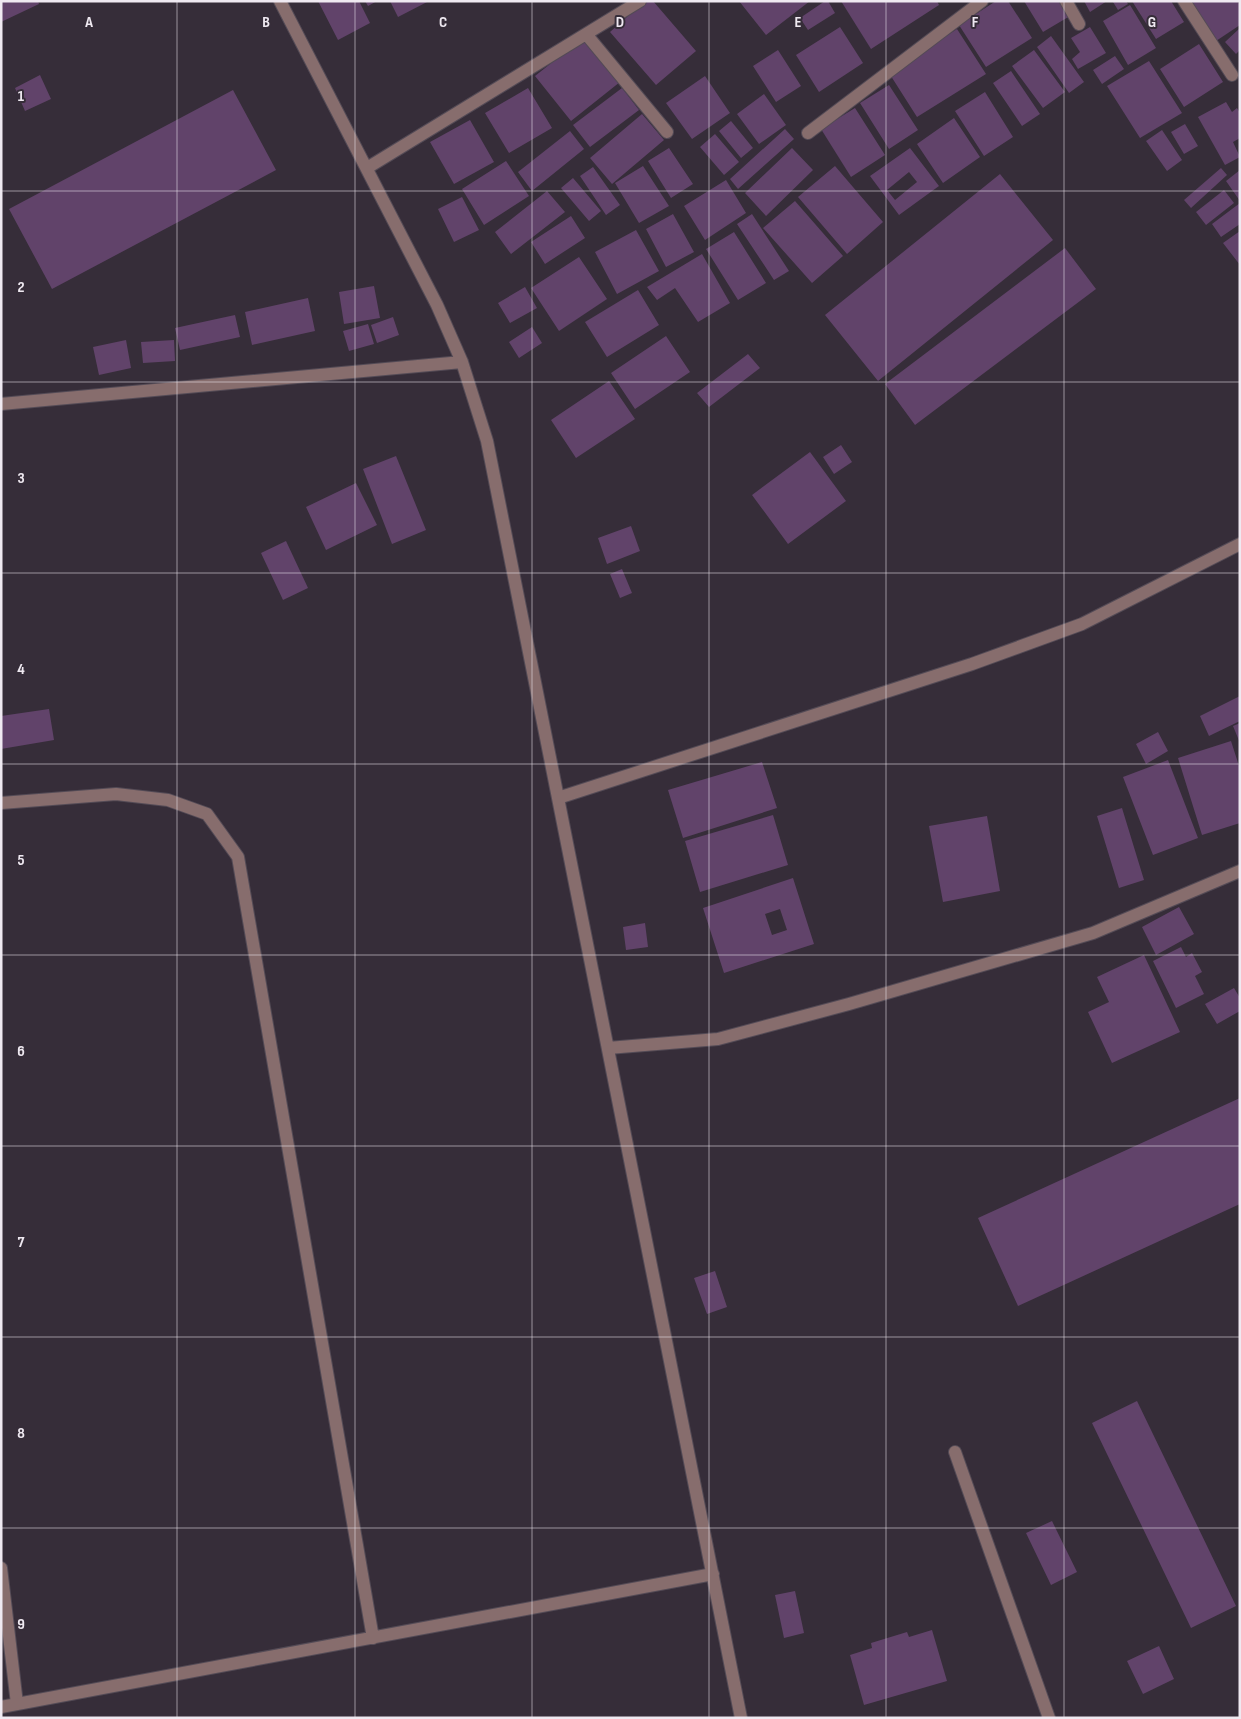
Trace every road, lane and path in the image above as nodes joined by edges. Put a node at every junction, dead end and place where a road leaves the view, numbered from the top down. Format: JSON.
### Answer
{"nodes":[{"id":1,"x":280,"y":1,"type":"edge"},
{"id":2,"x":640,"y":1,"type":"edge"},
{"id":3,"x":982,"y":1,"type":"edge"},
{"id":4,"x":1066,"y":1,"type":"edge"},
{"id":5,"x":1184,"y":1,"type":"edge"},
{"id":6,"x":1079,"y":24,"type":"dead end"},
{"id":7,"x":586,"y":34,"type":"junction"},
{"id":8,"x":1232,"y":75,"type":"dead end"},
{"id":9,"x":667,"y":132,"type":"dead end"},
{"id":10,"x":808,"y":133,"type":"dead end"},
{"id":11,"x":367,"y":168,"type":"junction"},
{"id":12,"x":462,"y":362,"type":"junction"},
{"id":13,"x":1,"y":404,"type":"edge"},
{"id":14,"x":1240,"y":544,"type":"edge"},
{"id":15,"x":558,"y":798,"type":"junction"},
{"id":16,"x":1,"y":803,"type":"edge"},
{"id":17,"x":1240,"y":871,"type":"edge"},
{"id":18,"x":608,"y":1048,"type":"junction"},
{"id":19,"x":955,"y":1452,"type":"dead end"},
{"id":20,"x":1,"y":1568,"type":"edge"},
{"id":21,"x":713,"y":1574,"type":"junction"},
{"id":22,"x":373,"y":1638,"type":"junction"},
{"id":23,"x":17,"y":1704,"type":"junction"},
{"id":24,"x":1,"y":1707,"type":"edge"},
{"id":25,"x":741,"y":1718,"type":"edge"},
{"id":26,"x":1050,"y":1718,"type":"edge"}],
"edges":[{"from":1,"to":11,"type":"street"},
{"from":2,"to":7,"type":"street"},
{"from":3,"to":10,"type":"street"},
{"from":4,"to":6,"type":"street"},
{"from":5,"to":8,"type":"street"},
{"from":7,"to":9,"type":"street"},
{"from":7,"to":11,"type":"street"},
{"from":11,"to":12,"type":"street"},
{"from":12,"to":13,"type":"street"},
{"from":12,"to":15,"type":"street"},
{"from":14,"to":15,"type":"street"},
{"from":15,"to":18,"type":"street"},
{"from":16,"to":22,"type":"street"},
{"from":17,"to":18,"type":"street"},
{"from":18,"to":21,"type":"street"},
{"from":19,"to":26,"type":"street"},
{"from":20,"to":23,"type":"street"},
{"from":21,"to":22,"type":"street"},
{"from":21,"to":25,"type":"street"},
{"from":22,"to":23,"type":"street"},
{"from":23,"to":24,"type":"street"}]}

DESCRIPTION OF THE TASK
Wherever the string "dead" appears in the data above, copy the line it sits in.

FINISHED TASK
Trace every road, lane and path in the image above as nodes joined by edges. Put a node at every junction, dead end and place where a road leaves the view, numbered from the top down. Format: JSON.
{"id":6,"x":1079,"y":24,"type":"dead end"},
{"id":8,"x":1232,"y":75,"type":"dead end"},
{"id":9,"x":667,"y":132,"type":"dead end"},
{"id":10,"x":808,"y":133,"type":"dead end"},
{"id":19,"x":955,"y":1452,"type":"dead end"},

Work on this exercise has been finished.